Most importantly, many young leaders are discovering how everyone in our diverse, connected and interdependent world can be part of the problem and the solution at the same time, and that collaboration across boundaries is an imperative for the very survival and the prosperity of our civilization on Earth. This realization still seems to elude a good number of older politicians who keep advocating that their way is the only right way.
What does this have to do with who your favorite leaders are with a wide worldview, and why it matters to value diversity? At lot, actually.
Work In All Colors
In my leadership development work, I use a method called Work In All Colors. The seven colors used in this approach represent the languages that allow us to connect with the heart of people in our audience, and reflect different levels of appreciation for diversity as we grow and our leadership develops.

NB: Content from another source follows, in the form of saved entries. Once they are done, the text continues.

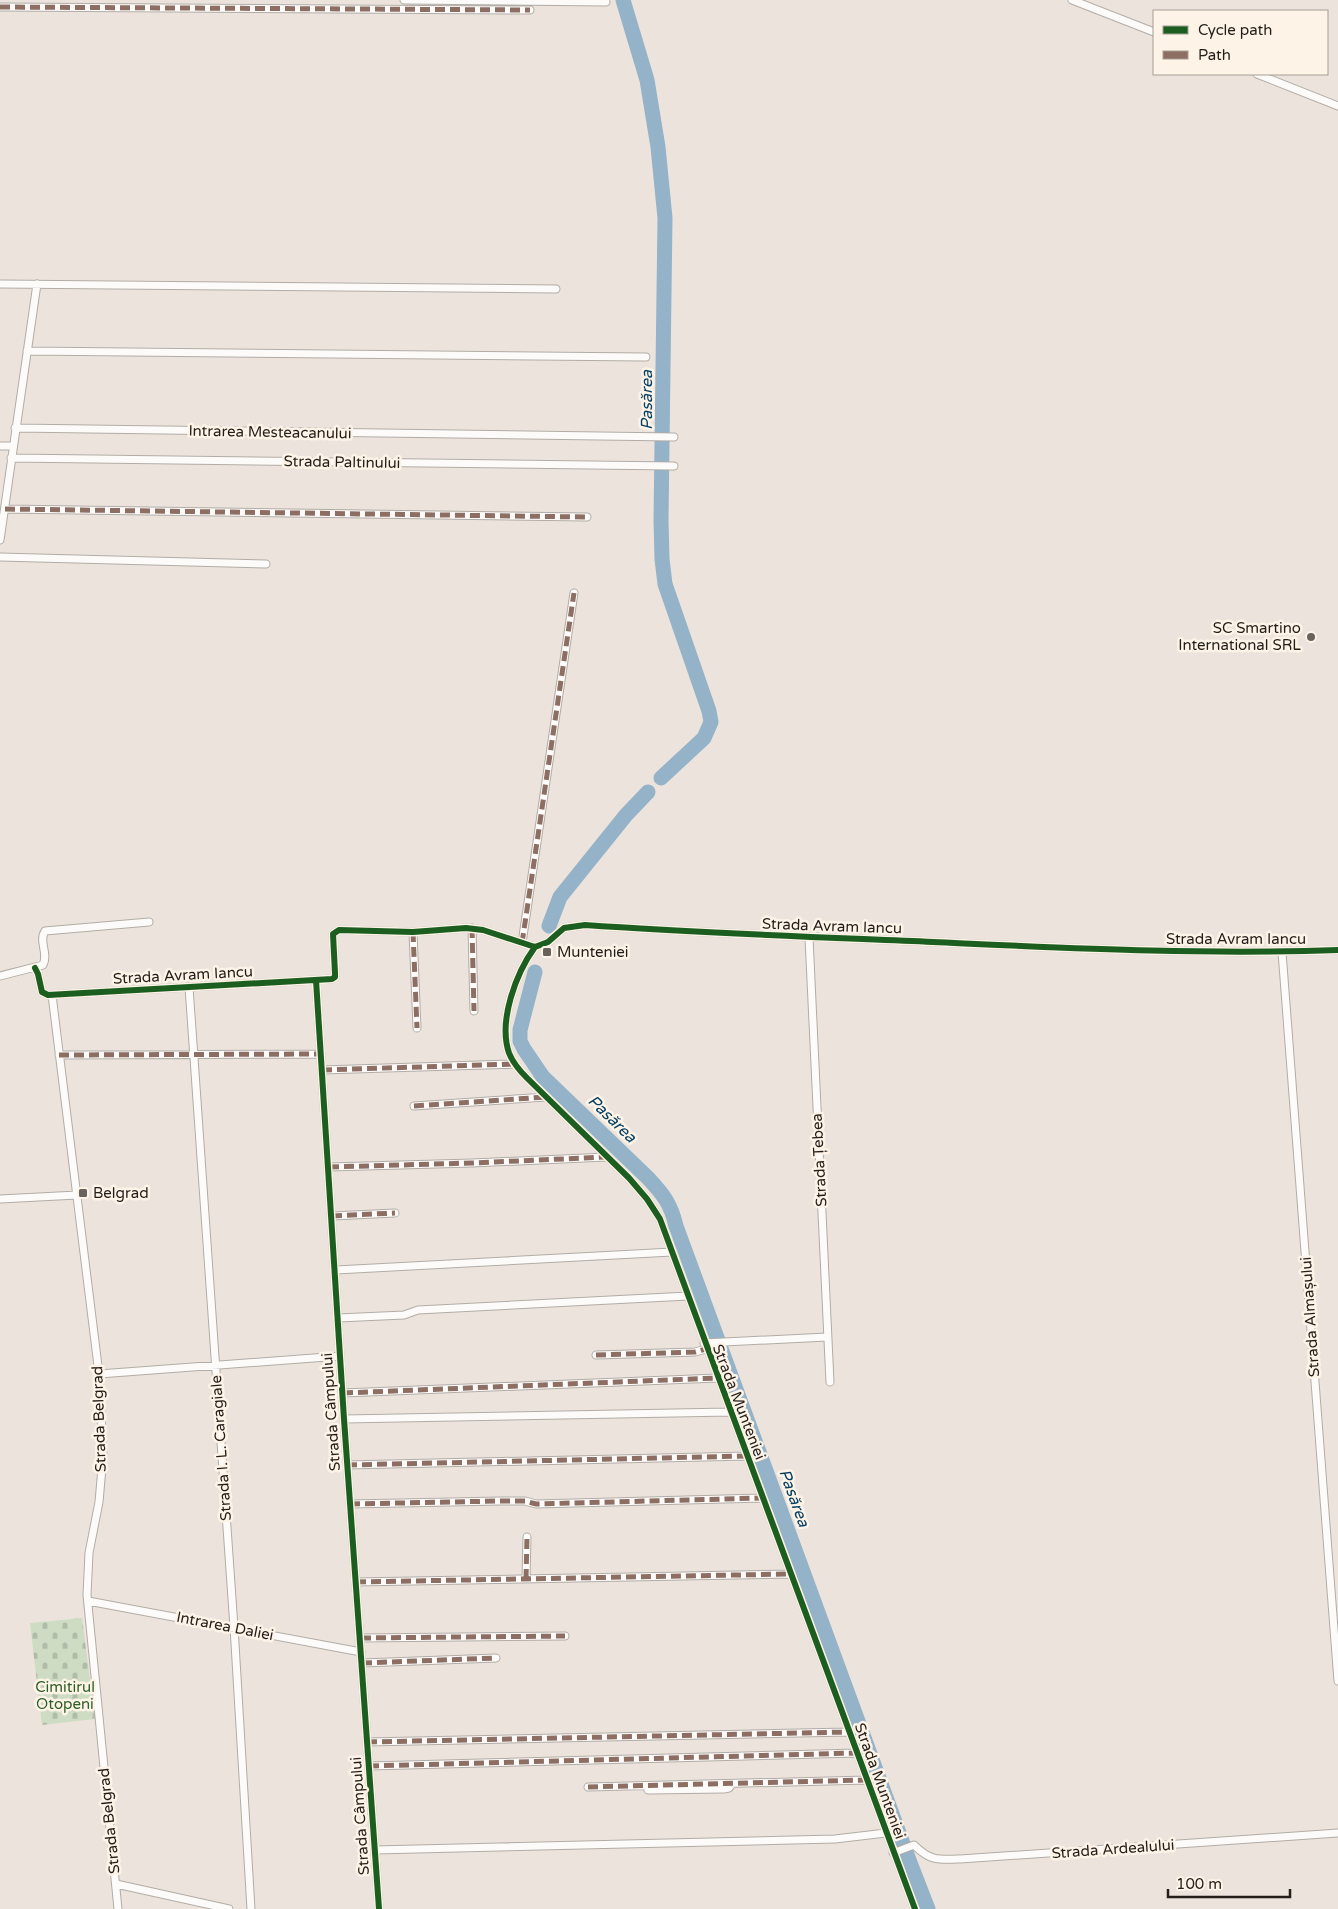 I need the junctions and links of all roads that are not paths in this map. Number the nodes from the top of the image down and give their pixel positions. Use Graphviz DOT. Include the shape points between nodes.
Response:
graph roads {
  1 [pos="404,0"];
  2 [pos="1072,0"];
  3 [pos="606,2"];
  4 [pos="0,7"];
  5 [pos="530,10"];
  6 [pos="1153,32"];
  7 [pos="1260,75"];
  8 [pos="1338,106"];
  9 [pos="0,284"];
  10 [pos="37,284"];
  11 [pos="556,289"];
  12 [pos="27,351"];
  13 [pos="646,357"];
  14 [pos="15,428"];
  15 [pos="674,437"];
  16 [pos="0,446"];
  17 [pos="13,446"];
  18 [pos="11,458"];
  19 [pos="674,466"];
  20 [pos="5,509"];
  21 [pos="587,517"];
  22 [pos="0,540"];
  23 [pos="0,557"];
  24 [pos="266,564"];
  25 [pos="574,593"];
  26 [pos="149,922"];
  27 [pos="472,928"];
  28 [pos="413,932"];
  29 [pos="809,938"];
  30 [pos="522,942"];
  31 [pos="535,947"];
  32 [pos="1338,950"];
  33 [pos="1282,952"];
  34 [pos="35,968"];
  35 [pos="0,976"];
  36 [pos="316,980"];
  37 [pos="189,987"];
  38 [pos="52,995"];
  39 [pos="474,1011"];
  40 [pos="417,1028"];
  41 [pos="194,1054"];
  42 [pos="321,1054"];
  43 [pos="60,1055"];
  44 [pos="514,1064"];
  45 [pos="322,1070"];
  46 [pos="546,1097"];
  47 [pos="414,1106"];
  48 [pos="606,1157"];
  49 [pos="329,1167"];
  50 [pos="77,1195"];
  51 [pos="0,1199"];
  52 [pos="395,1213"];
  53 [pos="332,1216"];
  54 [pos="672,1252"];
  55 [pos="336,1270"];
  56 [pos="688,1296"];
  57 [pos="338,1318"];
  58 [pos="827,1337"];
  59 [pos="705,1346"];
  60 [pos="596,1355"];
  61 [pos="340,1356"];
  62 [pos="216,1365"];
  63 [pos="99,1374"];
  64 [pos="717,1378"];
  65 [pos="830,1382"];
  66 [pos="343,1393"];
  67 [pos="730,1412"];
  68 [pos="344,1419"];
  69 [pos="747,1456"];
  70 [pos="347,1465"];
  71 [pos="762,1498"];
  72 [pos="350,1504"];
  73 [pos="527,1537"];
  74 [pos="790,1574"];
  75 [pos="526,1579"];
  76 [pos="356,1582"];
  77 [pos="88,1601"];
  78 [pos="234,1627"];
  79 [pos="565,1636"];
  80 [pos="361,1638"];
  81 [pos="361,1652"];
  82 [pos="496,1658"];
  83 [pos="362,1662"];
  84 [pos="1338,1681"];
  85 [pos="849,1732"];
  86 [pos="367,1742"];
  87 [pos="857,1753"];
  88 [pos="369,1766"];
  89 [pos="867,1780"];
  90 [pos="732,1784"];
  91 [pos="588,1787"];
  92 [pos="626,1790"];
  93 [pos="886,1832"];
  94 [pos="1338,1833"];
  95 [pos="375,1850"];
  96 [pos="896,1852"];
  97 [pos="116,1884"];
  98 [pos="118,1909"];
  99 [pos="229,1909"];
  100 [pos="251,1909"];
  101 [pos="379,1909"];
  102 [pos="915,1909"];
  1 -- 3 [label="street"];
  2 -- 6 [label="street"];
  4 -- 5 [label="street"];
  7 -- 8 [label="street"];
  9 -- 10 [label="street"];
  10 -- 11 [label="street"];
  10 -- 12 [label="street"];
  12 -- 13 [label="street"];
  12 -- 14 [label="street"];
  14 -- 15 [label="street, Intrarea Mesteacanului"];
  14 -- 17 [label="street"];
  16 -- 17 [label="street"];
  17 -- 18 [label="street"];
  18 -- 19 [label="street, Strada Paltinului"];
  18 -- 20 [label="street"];
  20 -- 21 [label="street"];
  20 -- 22 [label="street"];
  23 -- 24 [label="street"];
  25 -- 30 [label="street"];
  26 -- 34 [label="street" via="44,931 45,963"];
  27 -- 28 [label="street"];
  27 -- 30 [label="street"];
  27 -- 39 [label="street"];
  28 -- 36 [label="street" via="335,931 335,977"];
  28 -- 40 [label="street"];
  29 -- 31 [label="street, Strada Avram Iancu" via="585,925 564,928 548,942"];
  29 -- 33 [label="street, Strada Avram Iancu" via="1188,952"];
  29 -- 58 [label="street, Strada Țebea"];
  30 -- 31 [label="street"];
  31 -- 44 [label="street, Strada Munteniei" via="520,971 506,1022 507,1043"];
  32 -- 33 [label="street, Strada Avram Iancu"];
  33 -- 84 [label="street, Strada Almașului"];
  34 -- 35 [label="street"];
  34 -- 38 [label="street, Strada Belgrad" via="42,992"];
  36 -- 37 [label="street, Strada Avram Iancu"];
  36 -- 42 [label="street, Strada Câmpului"];
  37 -- 38 [label="street, Strada Avram Iancu"];
  37 -- 41 [label="street, Strada I. L. Caragiale"];
  38 -- 43 [label="street, Strada Belgrad"];
  41 -- 42 [label="street"];
  41 -- 43 [label="street"];
  41 -- 62 [label="street, Strada I. L. Caragiale"];
  42 -- 45 [label="street, Strada Câmpului"];
  43 -- 50 [label="street, Strada Belgrad"];
  44 -- 45 [label="street"];
  44 -- 46 [label="street, Strada Munteniei"];
  45 -- 49 [label="street, Strada Câmpului"];
  46 -- 47 [label="street"];
  46 -- 48 [label="street, Strada Munteniei"];
  48 -- 49 [label="street"];
  48 -- 54 [label="street, Strada Munteniei" via="647,1199 660,1220"];
  49 -- 53 [label="street, Strada Câmpului"];
  50 -- 51 [label="street"];
  50 -- 63 [label="street, Strada Belgrad"];
  52 -- 53 [label="street"];
  53 -- 55 [label="street, Strada Câmpului"];
  54 -- 55 [label="street"];
  54 -- 56 [label="street, Strada Munteniei"];
  55 -- 57 [label="street, Strada Câmpului"];
  56 -- 57 [label="street" via="418,1310 404,1315"];
  56 -- 59 [label="street, Strada Munteniei"];
  57 -- 61 [label="street, Strada Câmpului"];
  58 -- 59 [label="street" via="723,1342"];
  58 -- 65 [label="street, Strada Țebea"];
  59 -- 60 [label="street" via="696,1352"];
  59 -- 64 [label="street, Strada Munteniei"];
  61 -- 62 [label="street"];
  61 -- 66 [label="street, Strada Câmpului"];
  62 -- 63 [label="street"];
  62 -- 78 [label="street, Strada I. L. Caragiale"];
  63 -- 77 [label="street, Strada Belgrad" via="104,1456 88,1561"];
  64 -- 66 [label="street"];
  64 -- 67 [label="street, Strada Munteniei"];
  66 -- 68 [label="street, Strada Câmpului"];
  67 -- 68 [label="street"];
  67 -- 69 [label="street, Strada Munteniei"];
  68 -- 70 [label="street, Strada Câmpului"];
  69 -- 70 [label="street"];
  69 -- 71 [label="street, Strada Munteniei"];
  70 -- 72 [label="street, Strada Câmpului"];
  71 -- 72 [label="street" via="536,1504 500,1501"];
  71 -- 74 [label="street, Strada Munteniei"];
  72 -- 76 [label="street, Strada Câmpului"];
  73 -- 75 [label="street"];
  74 -- 75 [label="street"];
  74 -- 85 [label="street, Strada Munteniei"];
  75 -- 76 [label="street"];
  76 -- 80 [label="street, Strada Câmpului"];
  77 -- 78 [label="street, Intrarea Daliei"];
  77 -- 97 [label="street, Strada Belgrad"];
  78 -- 81 [label="street, Intrarea Daliei"];
  78 -- 100 [label="street, Strada I. L. Caragiale"];
  79 -- 80 [label="street"];
  80 -- 81 [label="street, Strada Câmpului"];
  81 -- 83 [label="street, Strada Câmpului"];
  82 -- 83 [label="street"];
  83 -- 86 [label="street, Strada Câmpului"];
  85 -- 86 [label="street"];
  85 -- 87 [label="street, Strada Munteniei"];
  86 -- 88 [label="street, Strada Câmpului"];
  87 -- 88 [label="street"];
  87 -- 89 [label="street, Strada Munteniei"];
  88 -- 95 [label="street, Strada Câmpului"];
  89 -- 90 [label="street"];
  89 -- 93 [label="street, Strada Munteniei"];
  90 -- 91 [label="street"];
  90 -- 92 [label="street" via="724,1789"];
  93 -- 95 [label="street" via="835,1839"];
  93 -- 96 [label="street, Strada Munteniei"];
  94 -- 96 [label="street, Strada Ardealului" via="938,1860 929,1858 914,1845"];
  95 -- 101 [label="street, Strada Câmpului"];
  96 -- 102 [label="street, Strada Munteniei"];
  97 -- 98 [label="street, Strada Belgrad"];
  97 -- 99 [label="street"];
}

The first five colors—Purple, Red, Blue, Orange and Green—represent a set of worldviews that are highly competitive towards each other. People embracing these worldviews find it difficult to appreciate diversity, and will normally insist that their way is better than others.
The worldviews represented by the last two of the seven colors, Yellow and Turquoise, are intrinsically different from the first five. People who see the world from the perspective of these two colors tend to recognize that the world is an interconnected and interdependent community where all the other worldviews have a role to play, without any role being seen as better or worse.
Yellow and Turquoise thinkers are much more likely to respect a diversity of views and don’t insist that their worldview is the best. Instead of competing, they work to bring others together in collaboration to develop smart solutions that benefit many people and bridge social divides.
We can find role models of global leaders with a wider worldview when we look around. Among my favorites are Nelson Mandela, Barack Obama, Angela Merkel, Xi Jinping, Joko Widodo and Mark Rutte.
The best news in my view, however, is that a high percentage of young Millennial GenY leaders already embrace wide worldviews, represented by Yellow and Turquoise, even as their skills and experience are still growing while they develop their careers.
For example, I’m thinking of my daughter Eline with her passion for sustainability, of Neil Soria and Lutfiya Al-quarani, the co-founders of the ASEAN Youth Leaders Association (AYLA), of Lei Motilla and her leadership team at AYLA Philippines, of Michaela Navato and her team who pioneered a Young Bridging Leaders program, of Melati and Isabel Wijsen who inspired an international movement with their Bye Bye Plastic Bags in Bali campaign, and of the Youth for Asia movement mobilized by Chris Morris and his team at the Asian Development Bank, and of countless others who are now heralding a new movement that inspires hope for collaboration to supplant conflict.
When you look around for your favorite leaders with a wider worldview, look out for inspiring examples of young emerging leaders where you are. They may be our best hope to build Unity in Diversity in our challenged world.
In their book Learning Leadership, Harvard Business Review authors Kouzes and Posner point to an alarming deficit in our world today when it comes to leadership. They also explain how everyone can develop leadership abilities, and that this can be done from a young age. What matters is deliberate practice, they say.
The fastest way to develop more leadership in our world, as I see it, will be to help executives and emerging leaders to engage more Millennials in leading change, making best use of their Yellow and Turquoise worldviews to build on diversity for best results.